This is the very monstrosity of fable, the grossness of which carries with it its own condemnation. These facts, however, are not insisted upon by Malory, though such claims for Arthur were made by the credulous and less scrupulous writers. Romance has entirely remodelled his character, and has filled in all the gaps in his life-story in that triumphant manner in which Celtic genius manifests its power. The legendary Arthur is made to realise the sublime prophecies of Merlin, and as those prophecies waxed more bold and arrogant in the course of ages the proportions of the hero were magnified to suit them. Merlin had cherished the hope of the coming of a victorious chief under whom the Celts should be united, but the slaughter at Arderydd when the rival tribes fought each other, almost destroyed all such aspirations. Nevertheless the prophet foretold the continuance of discord among the British tribes, until the chief of heroes formed a federation on returning to the world, and his prediction concluded with the haunting words: “Like the dawn he will arise from his mysterious retreat.” Mr. Stuart Glennie calls Merlin a barbarian compound of madman and poet, prophet and bard, but denies that he was a mythic personage or a poetic creation. He was, like Arthur himself, an actual pre-mediæval personage, and, as in the case of Arthur, we have no means of determining his origin, his nationality, or the locale of his wanderings. But if, as Wilson observes in one of his “Border Tales,” tradition is “the fragment which history has left or lost in its progress, and which poetry following in its wake has gathered up as treasures, breathed upon them its influence and embalmed them in the memories of men unto all generations,” we shall extract a residuum of truth from the fanciful fables of which Merlin is the subject.

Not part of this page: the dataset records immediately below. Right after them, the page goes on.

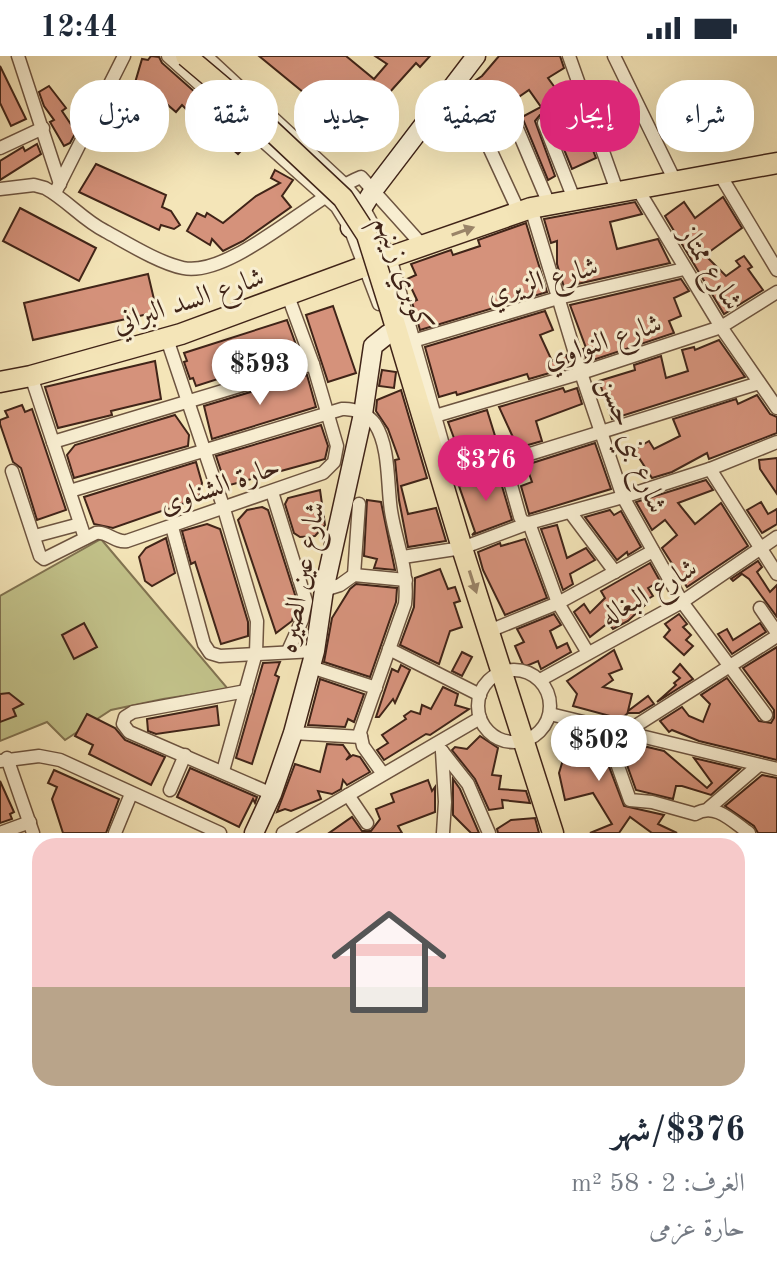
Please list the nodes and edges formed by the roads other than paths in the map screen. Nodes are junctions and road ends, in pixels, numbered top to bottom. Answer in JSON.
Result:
{"nodes":[{"id":1,"x":18,"y":56,"type":"edge"},
{"id":2,"x":124,"y":56,"type":"edge"},
{"id":3,"x":168,"y":56,"type":"edge"},
{"id":4,"x":186,"y":56,"type":"edge"},
{"id":5,"x":206,"y":56,"type":"edge"},
{"id":6,"x":476,"y":56,"type":"edge"},
{"id":7,"x":569,"y":56,"type":"edge"},
{"id":8,"x":614,"y":56,"type":"edge"},
{"id":9,"x":457,"y":78,"type":"junction"},
{"id":10,"x":43,"y":128,"type":"junction"},
{"id":11,"x":0,"y":148,"type":"edge"},
{"id":12,"x":520,"y":152,"type":"edge"},
{"id":13,"x":555,"y":152,"type":"edge"},
{"id":14,"x":777,"y":163,"type":"edge"},
{"id":15,"x":719,"y":173,"type":"junction"},
{"id":16,"x":675,"y":181,"type":"junction"},
{"id":17,"x":344,"y":184,"type":"junction"},
{"id":18,"x":367,"y":184,"type":"junction"},
{"id":19,"x":57,"y":188,"type":"junction"},
{"id":20,"x":0,"y":189,"type":"edge"},
{"id":21,"x":627,"y":190,"type":"junction"},
{"id":22,"x":325,"y":195,"type":"junction"},
{"id":23,"x":574,"y":199,"type":"junction"},
{"id":24,"x":363,"y":207,"type":"junction"},
{"id":25,"x":533,"y":208,"type":"junction"},
{"id":26,"x":350,"y":228,"type":"junction"},
{"id":27,"x":423,"y":246,"type":"junction"},
{"id":28,"x":390,"y":257,"type":"junction"},
{"id":29,"x":366,"y":266,"type":"junction"},
{"id":30,"x":684,"y":269,"type":"junction"},
{"id":31,"x":777,"y":270,"type":"edge"},
{"id":32,"x":777,"y":292,"type":"edge"},
{"id":33,"x":288,"y":296,"type":"junction"},
{"id":34,"x":558,"y":298,"type":"junction"},
{"id":35,"x":721,"y":327,"type":"junction"},
{"id":36,"x":388,"y":334,"type":"junction"},
{"id":37,"x":167,"y":339,"type":"junction"},
{"id":38,"x":413,"y":341,"type":"junction"},
{"id":39,"x":313,"y":364,"type":"junction"},
{"id":40,"x":581,"y":373,"type":"junction"},
{"id":41,"x":31,"y":376,"type":"junction"},
{"id":42,"x":0,"y":382,"type":"edge"},
{"id":43,"x":759,"y":383,"type":"junction"},
{"id":44,"x":186,"y":401,"type":"junction"},
{"id":45,"x":777,"y":408,"type":"edge"},
{"id":46,"x":328,"y":413,"type":"junction"},
{"id":47,"x":363,"y":414,"type":"junction"},
{"id":48,"x":435,"y":416,"type":"junction"},
{"id":49,"x":600,"y":433,"type":"junction"},
{"id":50,"x":53,"y":442,"type":"junction"},
{"id":51,"x":777,"y":442,"type":"edge"},
{"id":52,"x":204,"y":451,"type":"junction"},
{"id":53,"x":504,"y":460,"type":"junction"},
{"id":54,"x":710,"y":469,"type":"junction"},
{"id":55,"x":12,"y":471,"type":"dead end"},
{"id":56,"x":442,"y":478,"type":"junction"},
{"id":57,"x":70,"y":491,"type":"junction"},
{"id":58,"x":272,"y":492,"type":"junction"},
{"id":59,"x":623,"y":497,"type":"junction"},
{"id":60,"x":359,"y":504,"type":"dead end"},
{"id":61,"x":224,"y":509,"type":"junction"},
{"id":62,"x":570,"y":512,"type":"junction"},
{"id":63,"x":529,"y":523,"type":"junction"},
{"id":64,"x":80,"y":524,"type":"junction"},
{"id":65,"x":172,"y":527,"type":"junction"},
{"id":66,"x":35,"y":536,"type":"junction"},
{"id":67,"x":777,"y":537,"type":"edge"},
{"id":68,"x":85,"y":538,"type":"junction"},
{"id":69,"x":462,"y":548,"type":"junction"},
{"id":70,"x":760,"y":549,"type":"junction"},
{"id":71,"x":653,"y":551,"type":"junction"},
{"id":72,"x":403,"y":557,"type":"junction"},
{"id":73,"x":615,"y":572,"type":"junction"},
{"id":74,"x":777,"y":574,"type":"edge"},
{"id":75,"x":354,"y":575,"type":"junction"},
{"id":76,"x":406,"y":580,"type":"junction"},
{"id":77,"x":324,"y":590,"type":"junction"},
{"id":78,"x":682,"y":602,"type":"junction"},
{"id":79,"x":558,"y":603,"type":"junction"},
{"id":80,"x":760,"y":608,"type":"dead end"},
{"id":81,"x":489,"y":631,"type":"junction"},
{"id":82,"x":777,"y":634,"type":"edge"},
{"id":83,"x":389,"y":649,"type":"junction"},
{"id":84,"x":288,"y":651,"type":"junction"},
{"id":85,"x":256,"y":653,"type":"junction"},
{"id":86,"x":588,"y":653,"type":"junction"},
{"id":87,"x":313,"y":659,"type":"junction"},
{"id":88,"x":728,"y":666,"type":"junction"},
{"id":89,"x":504,"y":672,"type":"junction"},
{"id":90,"x":540,"y":680,"type":"junction"},
{"id":91,"x":376,"y":688,"type":"junction"},
{"id":92,"x":246,"y":691,"type":"junction"},
{"id":93,"x":480,"y":695,"type":"junction"},
{"id":94,"x":550,"y":714,"type":"junction"},
{"id":95,"x":766,"y":715,"type":"dead end"},
{"id":96,"x":480,"y":718,"type":"junction"},
{"id":97,"x":604,"y":727,"type":"junction"},
{"id":98,"x":626,"y":732,"type":"junction"},
{"id":99,"x":293,"y":733,"type":"junction"},
{"id":100,"x":361,"y":737,"type":"junction"},
{"id":101,"x":525,"y":741,"type":"junction"},
{"id":102,"x":442,"y":745,"type":"junction"},
{"id":103,"x":185,"y":755,"type":"junction"},
{"id":104,"x":4,"y":760,"type":"edge"},
{"id":105,"x":759,"y":765,"type":"junction"},
{"id":106,"x":777,"y":769,"type":"edge"},
{"id":107,"x":223,"y":771,"type":"junction"},
{"id":108,"x":383,"y":774,"type":"junction"},
{"id":109,"x":170,"y":790,"type":"dead end"},
{"id":110,"x":131,"y":794,"type":"junction"},
{"id":111,"x":272,"y":794,"type":"junction"},
{"id":112,"x":348,"y":795,"type":"junction"},
{"id":113,"x":709,"y":808,"type":"junction"},
{"id":114,"x":367,"y":823,"type":"dead end"},
{"id":115,"x":32,"y":828,"type":"edge"},
{"id":116,"x":0,"y":833,"type":"edge"},
{"id":117,"x":115,"y":833,"type":"edge"},
{"id":118,"x":220,"y":833,"type":"edge"},
{"id":119,"x":254,"y":833,"type":"edge"},
{"id":120,"x":283,"y":833,"type":"edge"},
{"id":121,"x":446,"y":833,"type":"edge"},
{"id":122,"x":489,"y":833,"type":"edge"},
{"id":123,"x":553,"y":833,"type":"edge"},
{"id":124,"x":749,"y":833,"type":"edge"}],
"edges":[{"from":1,"to":10,"type":"street"},
{"from":2,"to":19,"type":"street"},
{"from":3,"to":22,"type":"street"},
{"from":4,"to":56,"type":"main road","name":"كوبري زينهم","bridge":true},
{"from":5,"to":17,"type":"street"},
{"from":6,"to":9,"type":"street"},
{"from":7,"to":21,"type":"street","name":"شارع ممتاز"},
{"from":8,"to":16,"type":"street"},
{"from":9,"to":18,"type":"street"},
{"from":9,"to":25,"type":"street"},
{"from":10,"to":11,"type":"street"},
{"from":10,"to":19,"type":"street"},
{"from":12,"to":25,"type":"street"},
{"from":13,"to":23,"type":"street"},
{"from":14,"to":15,"type":"main road","name":"شارع السد البراني"},
{"from":15,"to":16,"type":"main road","name":"شارع السد البراني"},
{"from":15,"to":31,"type":"street"},
{"from":16,"to":21,"type":"main road","name":"شارع السد البراني"},
{"from":17,"to":18,"type":"street"},
{"from":17,"to":22,"type":"street"},
{"from":17,"to":24,"type":"street"},
{"from":18,"to":24,"type":"street"},
{"from":18,"to":27,"type":"street"},
{"from":19,"to":20,"type":"street"},
{"from":19,"to":22,"type":"street"},
{"from":21,"to":23,"type":"main road","name":"شارع السد البراني"},
{"from":21,"to":30,"type":"street","name":"شارع ممتاز"},
{"from":22,"to":26,"type":"street"},
{"from":23,"to":25,"type":"main road","name":"شارع السد البراني"},
{"from":24,"to":26,"type":"street"},
{"from":24,"to":28,"type":"street"},
{"from":27,"to":25,"type":"main road","name":"شارع السد البراني","one_way":true},
{"from":25,"to":34,"type":"street","name":"شارع بني حسن"},
{"from":26,"to":29,"type":"street"},
{"from":27,"to":28,"type":"main road","name":"شارع السد البراني"},
{"from":28,"to":29,"type":"main road","name":"شارع السد البراني"},
{"from":28,"to":38,"type":"street"},
{"from":29,"to":33,"type":"main road","name":"شارع السد البراني"},
{"from":29,"to":36,"type":"street"},
{"from":30,"to":34,"type":"street","name":"شارع الزيري"},
{"from":30,"to":35,"type":"street","name":"شارع ممتاز"},
{"from":32,"to":35,"type":"street","name":"شارع النواوي"},
{"from":33,"to":37,"type":"main road","name":"شارع السد البراني"},
{"from":33,"to":39,"type":"street","name":"حارة الشناوى"},
{"from":34,"to":38,"type":"street","name":"شارع الزيري"},
{"from":34,"to":40,"type":"street","name":"شارع بني حسن"},
{"from":35,"to":40,"type":"street","name":"شارع النواوي"},
{"from":35,"to":43,"type":"street","name":"شارع ممتاز"},
{"from":36,"to":47,"type":"street","name":"شارع عين الصيره"},
{"from":36,"to":56,"type":"street"},
{"from":37,"to":41,"type":"main road","name":"شارع السد البراني"},
{"from":37,"to":44,"type":"street"},
{"from":38,"to":48,"type":"street"},
{"from":39,"to":44,"type":"street"},
{"from":39,"to":46,"type":"street","name":"حارة الشناوى"},
{"from":40,"to":48,"type":"street","name":"شارع النواوي"},
{"from":40,"to":49,"type":"street","name":"شارع بني حسن"},
{"from":41,"to":42,"type":"main road","name":"شارع السد البراني"},
{"from":41,"to":50,"type":"street"},
{"from":43,"to":45,"type":"street","name":"شارع ممتاز"},
{"from":43,"to":49,"type":"street"},
{"from":44,"to":50,"type":"street"},
{"from":44,"to":52,"type":"street"},
{"from":46,"to":47,"type":"street"},
{"from":46,"to":52,"type":"street"},
{"from":46,"to":58,"type":"street","name":"حارة الشناوى"},
{"from":47,"to":72,"type":"street"},
{"from":47,"to":77,"type":"street","name":"شارع عين الصيره"},
{"from":48,"to":56,"type":"street"},
{"from":49,"to":53,"type":"street"},
{"from":49,"to":59,"type":"street","name":"شارع بني حسن"},
{"from":50,"to":57,"type":"street"},
{"from":51,"to":54,"type":"street"},
{"from":52,"to":57,"type":"street"},
{"from":52,"to":61,"type":"street"},
{"from":53,"to":56,"type":"street"},
{"from":53,"to":63,"type":"street"},
{"from":54,"to":59,"type":"street"},
{"from":54,"to":70,"type":"street"},
{"from":55,"to":66,"type":"street"},
{"from":56,"to":69,"type":"main road","name":"كوبري زينهم"},
{"from":57,"to":64,"type":"street"},
{"from":58,"to":61,"type":"street","name":"حارة الشناوى"},
{"from":58,"to":84,"type":"street"},
{"from":59,"to":62,"type":"street"},
{"from":59,"to":71,"type":"street","name":"شارع بني حسن"},
{"from":60,"to":75,"type":"street"},
{"from":61,"to":65,"type":"street","name":"حارة الشناوى"},
{"from":61,"to":85,"type":"street"},
{"from":62,"to":63,"type":"street"},
{"from":62,"to":73,"type":"street"},
{"from":63,"to":69,"type":"street"},
{"from":63,"to":79,"type":"street"},
{"from":64,"to":66,"type":"street"},
{"from":64,"to":68,"type":"street"},
{"from":65,"to":68,"type":"street","name":"حارة الشناوى"},
{"from":65,"to":85,"type":"street"},
{"from":66,"to":68,"type":"street"},
{"from":67,"to":70,"type":"street","name":"شارع البغاله"},
{"from":69,"to":72,"type":"street"},
{"from":69,"to":81,"type":"main road","name":"كوبري زينهم","one_way":true},
{"from":70,"to":74,"type":"street"},
{"from":70,"to":78,"type":"street","name":"شارع البغاله"},
{"from":71,"to":73,"type":"street"},
{"from":71,"to":78,"type":"street","name":"شارع بني حسن"},
{"from":72,"to":76,"type":"street"},
{"from":73,"to":79,"type":"street"},
{"from":75,"to":76,"type":"street"},
{"from":75,"to":77,"type":"street"},
{"from":76,"to":83,"type":"street"},
{"from":77,"to":87,"type":"street","name":"شارع عين الصيره"},
{"from":78,"to":86,"type":"street","name":"شارع البغاله"},
{"from":78,"to":88,"type":"street","name":"شارع بني حسن"},
{"from":79,"to":81,"type":"street"},
{"from":79,"to":86,"type":"street"},
{"from":80,"to":82,"type":"street"},
{"from":81,"to":89,"type":"main road","name":"كوبري زينهم"},
{"from":82,"to":88,"type":"street"},
{"from":83,"to":91,"type":"street"},
{"from":83,"to":93,"type":"street"},
{"from":84,"to":85,"type":"street"},
{"from":84,"to":87,"type":"street"},
{"from":85,"to":92,"type":"street"},
{"from":86,"to":90,"type":"street","name":"شارع البغاله"},
{"from":87,"to":91,"type":"street"},
{"from":87,"to":99,"type":"street","name":"شارع عين الصيره"},
{"from":88,"to":95,"type":"street","name":"شارع بني حسن"},
{"from":88,"to":98,"type":"street"},
{"from":89,"to":90,"type":"street"},
{"from":89,"to":93,"type":"street"},
{"from":89,"to":101,"type":"main road","name":"كوبري زينهم"},
{"from":90,"to":94,"type":"street"},
{"from":91,"to":100,"type":"street"},
{"from":92,"to":103,"type":"street"},
{"from":92,"to":107,"type":"street"},
{"from":93,"to":96,"type":"street"},
{"from":94,"to":97,"type":"street"},
{"from":94,"to":101,"type":"street"},
{"from":96,"to":101,"type":"street"},
{"from":96,"to":102,"type":"street"},
{"from":97,"to":98,"type":"street"},
{"from":97,"to":113,"type":"street"},
{"from":98,"to":105,"type":"street"},
{"from":99,"to":100,"type":"street"},
{"from":99,"to":111,"type":"street","name":"شارع عين الصيره"},
{"from":100,"to":108,"type":"street"},
{"from":101,"to":123,"type":"main road","name":"كوبري زينهم"},
{"from":102,"to":108,"type":"street"},
{"from":102,"to":121,"type":"street"},
{"from":102,"to":122,"type":"street"},
{"from":103,"to":107,"type":"street"},
{"from":103,"to":109,"type":"street"},
{"from":104,"to":110,"type":"street"},
{"from":104,"to":115,"type":"street"},
{"from":105,"to":106,"type":"street"},
{"from":105,"to":113,"type":"street"},
{"from":107,"to":111,"type":"street"},
{"from":108,"to":112,"type":"street"},
{"from":110,"to":117,"type":"street"},
{"from":110,"to":118,"type":"street"},
{"from":111,"to":119,"type":"street","name":"شارع عين الصيره"},
{"from":112,"to":114,"type":"street"},
{"from":112,"to":120,"type":"street"},
{"from":113,"to":124,"type":"street"},
{"from":115,"to":116,"type":"street"}]}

Myrdin Emrys, the Welsh Merlin, is claimed as a native of Bassalleg, an obscure town in the district which lies between the river Usk and Rhymney. The chief authority for this is Nennius; but according to others the birthplace was Carmarthen, at the spot marked by Merlin’s tree, regarding which the prophecy runs that when the tree tumbles down Carmarthen will be overwhelmed with woe. What we know of Merlin in Malory’s chronicle is that he was King Arthur’s chief adviser, an enchanter who could bring about miraculous events, and to whom was delivered the royal babe upon a ninth wave of the ocean; a prophet who foretold his sovereign’s death, his own fate, and the infidelity of Guinevere; a warrior, the founder of the Round Table, and the wise man who “knew all things.” Wales and Scotland alike claim as their own this most striking of the characters in the Arthurian story. Brittany also holds to the belief that Merlin was the most famous and potent of her sons, and that his influence is still exercised over that region. Matthew Arnold, gazing at the ruins of Carnac, saw from the heights he clambered the lone coast of Brittany, stretching bright and wide, weird and still, in the sunset; and recalling the old tradition, he described how—
“It lay beside the Atlantic wave
As though the wizard Merlin’s will
Yet charmed it from his forest grave.”
The Scotch Merlin, Merlin Sylvester, or Merlin the Wild, was Merdwynn of the haugh of Drummelziar, a delightful lowland region, where the little sparkling Pausayl burn bickers down between the heather-clad hills until it mixes its waters with the Tweed. He is said to have taken to the woods of Upper Tweeddale in remorse for the death of his nephew, though it is more likely that he lost his reason after the decisive defeat of the Cymry by the Christians of the sixth century. Sir Walter Scott records that in the Scotichronicon, to which work however no historic importance can be ascribed, as it is notoriously a priestly invention, is an account of an interview betwixt St. Kentigern and Merdwynn Wyllt when he was in this distracted and miserable state. The saint endeavoured to convert the recluse to Christianity, for he was a nature-worshipper, as his poems show. From his mode of life he was called Lailoken, and on the saint’s commanding him to explain his situation, he stated that he was doing penance imposed upon him by a voice from heaven for causing a bloody conflict between Lidel and Carwanolow. He continued to dwell in the woods of Caledon, frequenting a fountain on the hills, enjoying the companionship of his sister Gwendydd (“The Dawn”), and ever musing upon his early love Hurmleian (The Gleam), both of whom were frequently mentioned in his poems. His fate was a singular one, and has been confused with that of the Merlin of Arthur. He predicted that he should perish at once by wood, earth, and water, and so it came to pass; for being pursued and stoned by the rustics—others say by the herdsmen of the Lord of Lanark—he fell from a rock into the river Tweed, and was transfixed by a sharp stake—
“Sude perfossus, lapide percussus, et unda,
Hæc tria Merlinum fertur inire necem.
Sicque ruit, mersusque lignoque prehensus,
Et fecit vatem per terna pericular verum.”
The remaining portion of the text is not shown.